Building a real-time data lakehouse in practice

Congxian Qiu

Chinese Session #datalake

In the era of real-time driven business decision-making, the architecture design of high-throughput data lake warehouse has become the decisive battlefield for enterprise digital transformation. Faced with the insurmountable timeliness bottleneck of traditional batch processing architecture, we built a streaming lake warehouse system based on Flink CDC 3.0 + Apache Iceberg + Apache Amoro, and successfully achieved the minute-level readiness and query performance transition of a single customer’s daily average of tens of billions of data streams.
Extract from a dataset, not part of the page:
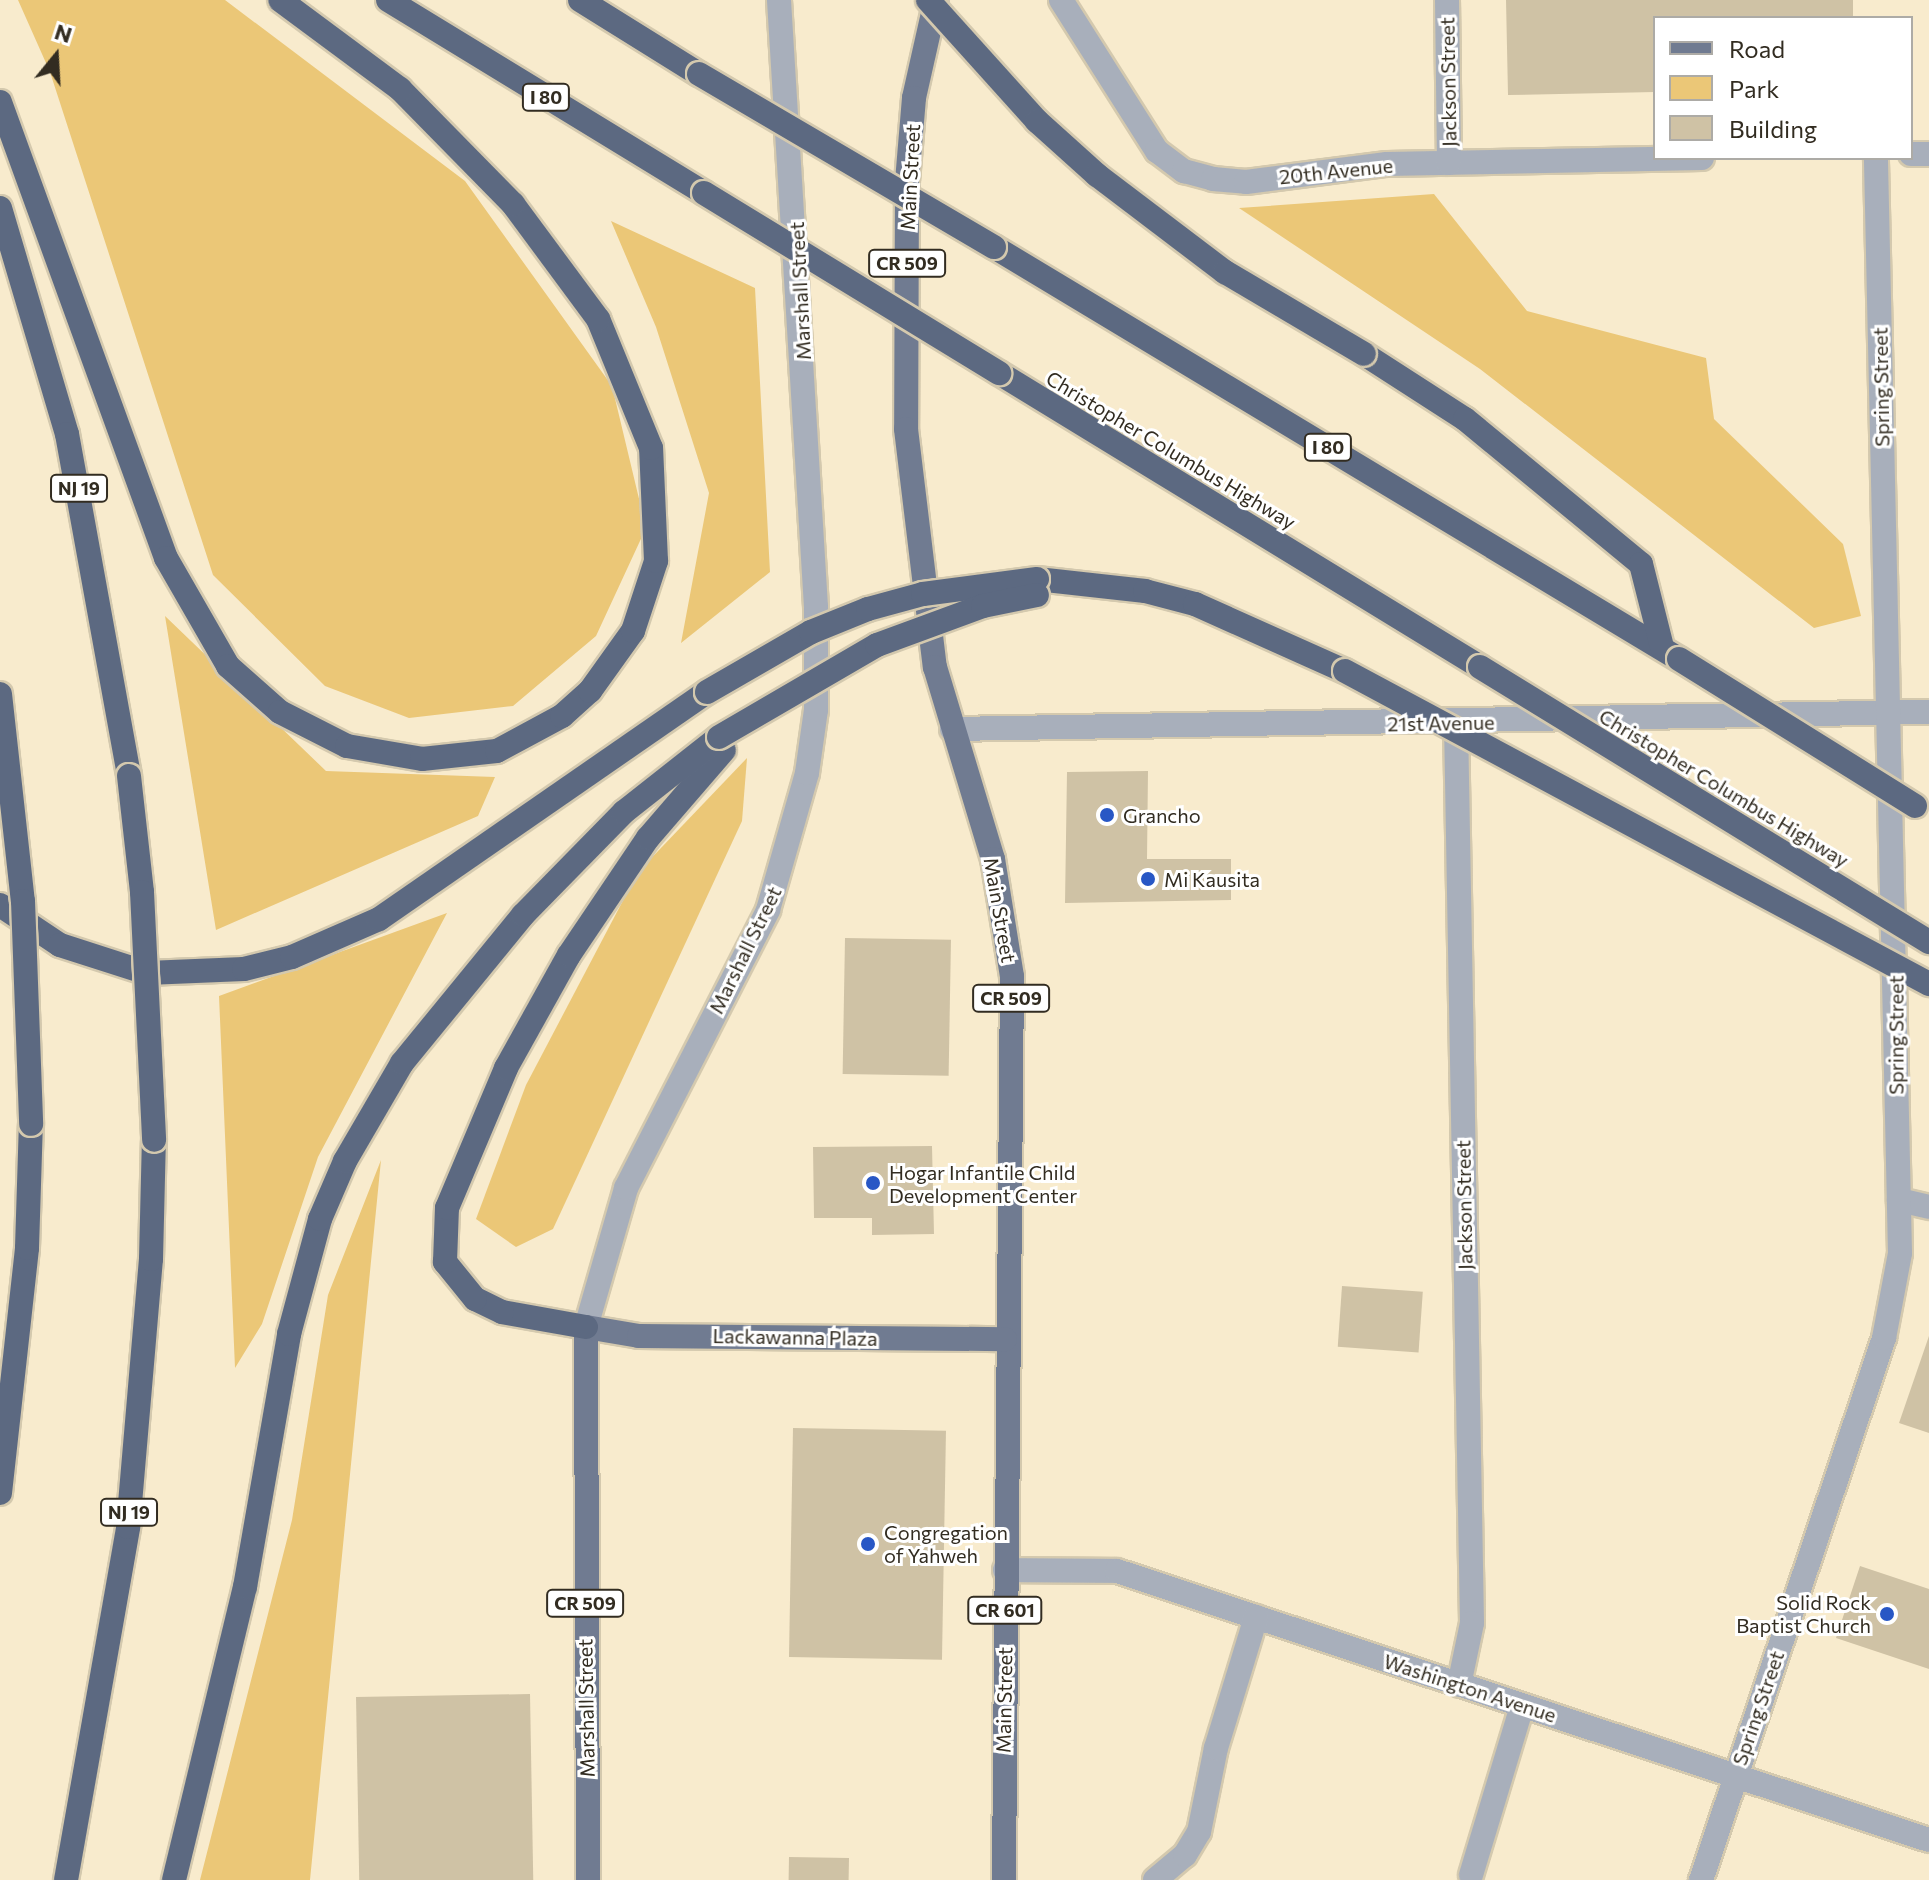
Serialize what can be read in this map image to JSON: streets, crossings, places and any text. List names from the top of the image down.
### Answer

This sharing will introduce three aspects of practical experience: Based on Flink CDC3.0, multi-business table heterogeneous data is entered into the datalake in seconds, solving the problem of accurate connection between historical data drift and incremental synchronization; Iceberg performance tuning design improves complex query performance by 400% compared with Hive. The innovative application of the Apache Amoro self-optimizing framework provides efficient reading performance while efficiently merging small files and cleaning data.

This system has been implemented in the production practice of telecom operators and supports the business peak of daily PB-level data processing, which can provide participants with a real-time lake warehouse architecture paradigm that can be seamlessly migrated.

Speakers:


Congxian Qiu is an expert in StateCloud R&D, with many years of experience in big data infrastructure. He has participated in and led the development of large-scale data processing frameworks. He is an Apache Committer and Apache(incubating) Amoro PMC member.